Data provided ->

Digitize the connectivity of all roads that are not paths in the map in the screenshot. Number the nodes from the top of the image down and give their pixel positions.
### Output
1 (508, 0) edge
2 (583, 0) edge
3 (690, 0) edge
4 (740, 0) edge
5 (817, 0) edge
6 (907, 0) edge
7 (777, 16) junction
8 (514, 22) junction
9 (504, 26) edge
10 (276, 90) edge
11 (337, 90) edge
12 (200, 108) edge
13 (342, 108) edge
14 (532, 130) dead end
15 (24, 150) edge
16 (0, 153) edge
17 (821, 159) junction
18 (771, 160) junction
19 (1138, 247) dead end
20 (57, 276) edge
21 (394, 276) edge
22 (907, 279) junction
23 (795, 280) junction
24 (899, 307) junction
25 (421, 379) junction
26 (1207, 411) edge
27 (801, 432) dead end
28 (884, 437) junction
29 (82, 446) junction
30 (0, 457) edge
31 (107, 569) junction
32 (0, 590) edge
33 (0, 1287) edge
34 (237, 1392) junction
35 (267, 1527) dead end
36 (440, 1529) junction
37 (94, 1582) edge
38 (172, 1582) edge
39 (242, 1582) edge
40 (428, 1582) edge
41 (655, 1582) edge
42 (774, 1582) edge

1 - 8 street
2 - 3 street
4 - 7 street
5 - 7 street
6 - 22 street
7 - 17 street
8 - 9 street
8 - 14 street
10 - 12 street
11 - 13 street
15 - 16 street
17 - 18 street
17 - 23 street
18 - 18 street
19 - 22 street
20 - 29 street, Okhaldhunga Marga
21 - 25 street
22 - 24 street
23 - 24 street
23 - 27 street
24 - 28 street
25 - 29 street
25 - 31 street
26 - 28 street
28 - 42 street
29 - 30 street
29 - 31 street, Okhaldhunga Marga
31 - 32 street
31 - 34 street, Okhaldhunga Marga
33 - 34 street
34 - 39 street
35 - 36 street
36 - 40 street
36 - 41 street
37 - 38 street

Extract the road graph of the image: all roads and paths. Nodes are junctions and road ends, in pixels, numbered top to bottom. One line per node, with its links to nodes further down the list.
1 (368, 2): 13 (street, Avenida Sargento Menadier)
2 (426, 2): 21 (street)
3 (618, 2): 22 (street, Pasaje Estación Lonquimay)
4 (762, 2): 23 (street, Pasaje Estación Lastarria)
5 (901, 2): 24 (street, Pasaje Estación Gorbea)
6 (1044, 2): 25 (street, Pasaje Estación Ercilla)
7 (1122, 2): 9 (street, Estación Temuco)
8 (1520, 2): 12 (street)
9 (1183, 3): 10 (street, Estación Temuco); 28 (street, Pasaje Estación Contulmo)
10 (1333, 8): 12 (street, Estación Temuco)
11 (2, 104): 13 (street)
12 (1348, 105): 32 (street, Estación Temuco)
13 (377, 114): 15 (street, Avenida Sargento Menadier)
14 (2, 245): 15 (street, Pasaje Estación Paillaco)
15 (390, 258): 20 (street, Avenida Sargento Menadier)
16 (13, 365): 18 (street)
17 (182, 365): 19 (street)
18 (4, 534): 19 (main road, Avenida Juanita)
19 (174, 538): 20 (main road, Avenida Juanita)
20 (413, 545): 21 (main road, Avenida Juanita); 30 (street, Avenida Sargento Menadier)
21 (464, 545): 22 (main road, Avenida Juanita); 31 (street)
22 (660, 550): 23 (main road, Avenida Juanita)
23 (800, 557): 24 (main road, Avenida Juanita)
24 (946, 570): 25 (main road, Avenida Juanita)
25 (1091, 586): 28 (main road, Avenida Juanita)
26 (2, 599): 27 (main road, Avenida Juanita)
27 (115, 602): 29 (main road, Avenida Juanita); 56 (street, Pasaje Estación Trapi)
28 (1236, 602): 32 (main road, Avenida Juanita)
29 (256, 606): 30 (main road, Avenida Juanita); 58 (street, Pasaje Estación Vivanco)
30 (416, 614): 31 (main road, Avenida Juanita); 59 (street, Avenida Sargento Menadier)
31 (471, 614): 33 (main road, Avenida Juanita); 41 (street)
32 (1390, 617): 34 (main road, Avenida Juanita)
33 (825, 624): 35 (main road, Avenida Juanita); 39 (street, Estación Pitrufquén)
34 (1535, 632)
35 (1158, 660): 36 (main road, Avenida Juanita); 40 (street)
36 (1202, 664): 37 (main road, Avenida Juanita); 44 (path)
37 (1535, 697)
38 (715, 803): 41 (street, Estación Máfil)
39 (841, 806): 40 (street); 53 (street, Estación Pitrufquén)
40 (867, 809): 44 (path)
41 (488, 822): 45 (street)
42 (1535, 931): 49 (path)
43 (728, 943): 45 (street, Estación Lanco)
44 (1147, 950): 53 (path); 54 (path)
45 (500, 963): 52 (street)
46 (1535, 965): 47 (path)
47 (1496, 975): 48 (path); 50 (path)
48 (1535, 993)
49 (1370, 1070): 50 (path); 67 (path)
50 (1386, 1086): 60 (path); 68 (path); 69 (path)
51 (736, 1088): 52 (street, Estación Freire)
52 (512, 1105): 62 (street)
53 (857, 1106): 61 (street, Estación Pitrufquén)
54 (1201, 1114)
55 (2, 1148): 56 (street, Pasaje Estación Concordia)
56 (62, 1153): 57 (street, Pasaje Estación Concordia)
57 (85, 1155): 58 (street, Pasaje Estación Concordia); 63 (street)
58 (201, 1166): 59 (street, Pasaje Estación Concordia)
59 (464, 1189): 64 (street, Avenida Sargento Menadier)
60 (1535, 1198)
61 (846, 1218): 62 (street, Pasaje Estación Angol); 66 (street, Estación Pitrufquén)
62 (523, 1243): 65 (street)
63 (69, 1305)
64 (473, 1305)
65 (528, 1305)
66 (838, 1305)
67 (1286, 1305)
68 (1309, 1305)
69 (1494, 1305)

What you will do -> Every entry must be set down again exactly as it reads.

Response ->
Digitize the connectivity of all roads that are not paths in the map in the screenshot. Number the nodes from the top of the image down and give their pixel positions.
### Output
1 (508, 0) edge
2 (583, 0) edge
3 (690, 0) edge
4 (740, 0) edge
5 (817, 0) edge
6 (907, 0) edge
7 (777, 16) junction
8 (514, 22) junction
9 (504, 26) edge
10 (276, 90) edge
11 (337, 90) edge
12 (200, 108) edge
13 (342, 108) edge
14 (532, 130) dead end
15 (24, 150) edge
16 (0, 153) edge
17 (821, 159) junction
18 (771, 160) junction
19 (1138, 247) dead end
20 (57, 276) edge
21 (394, 276) edge
22 (907, 279) junction
23 (795, 280) junction
24 (899, 307) junction
25 (421, 379) junction
26 (1207, 411) edge
27 (801, 432) dead end
28 (884, 437) junction
29 (82, 446) junction
30 (0, 457) edge
31 (107, 569) junction
32 (0, 590) edge
33 (0, 1287) edge
34 (237, 1392) junction
35 (267, 1527) dead end
36 (440, 1529) junction
37 (94, 1582) edge
38 (172, 1582) edge
39 (242, 1582) edge
40 (428, 1582) edge
41 (655, 1582) edge
42 (774, 1582) edge

1 - 8 street
2 - 3 street
4 - 7 street
5 - 7 street
6 - 22 street
7 - 17 street
8 - 9 street
8 - 14 street
10 - 12 street
11 - 13 street
15 - 16 street
17 - 18 street
17 - 23 street
18 - 18 street
19 - 22 street
20 - 29 street, Okhaldhunga Marga
21 - 25 street
22 - 24 street
23 - 24 street
23 - 27 street
24 - 28 street
25 - 29 street
25 - 31 street
26 - 28 street
28 - 42 street
29 - 30 street
29 - 31 street, Okhaldhunga Marga
31 - 32 street
31 - 34 street, Okhaldhunga Marga
33 - 34 street
34 - 39 street
35 - 36 street
36 - 40 street
36 - 41 street
37 - 38 street

Extract the road graph of the image: all roads and paths. Nodes are junctions and road ends, in pixels, numbered top to bottom. One line per node, with its links to nodes further down the list.
1 (368, 2): 13 (street, Avenida Sargento Menadier)
2 (426, 2): 21 (street)
3 (618, 2): 22 (street, Pasaje Estación Lonquimay)
4 (762, 2): 23 (street, Pasaje Estación Lastarria)
5 (901, 2): 24 (street, Pasaje Estación Gorbea)
6 (1044, 2): 25 (street, Pasaje Estación Ercilla)
7 (1122, 2): 9 (street, Estación Temuco)
8 (1520, 2): 12 (street)
9 (1183, 3): 10 (street, Estación Temuco); 28 (street, Pasaje Estación Contulmo)
10 (1333, 8): 12 (street, Estación Temuco)
11 (2, 104): 13 (street)
12 (1348, 105): 32 (street, Estación Temuco)
13 (377, 114): 15 (street, Avenida Sargento Menadier)
14 (2, 245): 15 (street, Pasaje Estación Paillaco)
15 (390, 258): 20 (street, Avenida Sargento Menadier)
16 (13, 365): 18 (street)
17 (182, 365): 19 (street)
18 (4, 534): 19 (main road, Avenida Juanita)
19 (174, 538): 20 (main road, Avenida Juanita)
20 (413, 545): 21 (main road, Avenida Juanita); 30 (street, Avenida Sargento Menadier)
21 (464, 545): 22 (main road, Avenida Juanita); 31 (street)
22 (660, 550): 23 (main road, Avenida Juanita)
23 (800, 557): 24 (main road, Avenida Juanita)
24 (946, 570): 25 (main road, Avenida Juanita)
25 (1091, 586): 28 (main road, Avenida Juanita)
26 (2, 599): 27 (main road, Avenida Juanita)
27 (115, 602): 29 (main road, Avenida Juanita); 56 (street, Pasaje Estación Trapi)
28 (1236, 602): 32 (main road, Avenida Juanita)
29 (256, 606): 30 (main road, Avenida Juanita); 58 (street, Pasaje Estación Vivanco)
30 (416, 614): 31 (main road, Avenida Juanita); 59 (street, Avenida Sargento Menadier)
31 (471, 614): 33 (main road, Avenida Juanita); 41 (street)
32 (1390, 617): 34 (main road, Avenida Juanita)
33 (825, 624): 35 (main road, Avenida Juanita); 39 (street, Estación Pitrufquén)
34 (1535, 632)
35 (1158, 660): 36 (main road, Avenida Juanita); 40 (street)
36 (1202, 664): 37 (main road, Avenida Juanita); 44 (path)
37 (1535, 697)
38 (715, 803): 41 (street, Estación Máfil)
39 (841, 806): 40 (street); 53 (street, Estación Pitrufquén)
40 (867, 809): 44 (path)
41 (488, 822): 45 (street)
42 (1535, 931): 49 (path)
43 (728, 943): 45 (street, Estación Lanco)
44 (1147, 950): 53 (path); 54 (path)
45 (500, 963): 52 (street)
46 (1535, 965): 47 (path)
47 (1496, 975): 48 (path); 50 (path)
48 (1535, 993)
49 (1370, 1070): 50 (path); 67 (path)
50 (1386, 1086): 60 (path); 68 (path); 69 (path)
51 (736, 1088): 52 (street, Estación Freire)
52 (512, 1105): 62 (street)
53 (857, 1106): 61 (street, Estación Pitrufquén)
54 (1201, 1114)
55 (2, 1148): 56 (street, Pasaje Estación Concordia)
56 (62, 1153): 57 (street, Pasaje Estación Concordia)
57 (85, 1155): 58 (street, Pasaje Estación Concordia); 63 (street)
58 (201, 1166): 59 (street, Pasaje Estación Concordia)
59 (464, 1189): 64 (street, Avenida Sargento Menadier)
60 (1535, 1198)
61 (846, 1218): 62 (street, Pasaje Estación Angol); 66 (street, Estación Pitrufquén)
62 (523, 1243): 65 (street)
63 (69, 1305)
64 (473, 1305)
65 (528, 1305)
66 (838, 1305)
67 (1286, 1305)
68 (1309, 1305)
69 (1494, 1305)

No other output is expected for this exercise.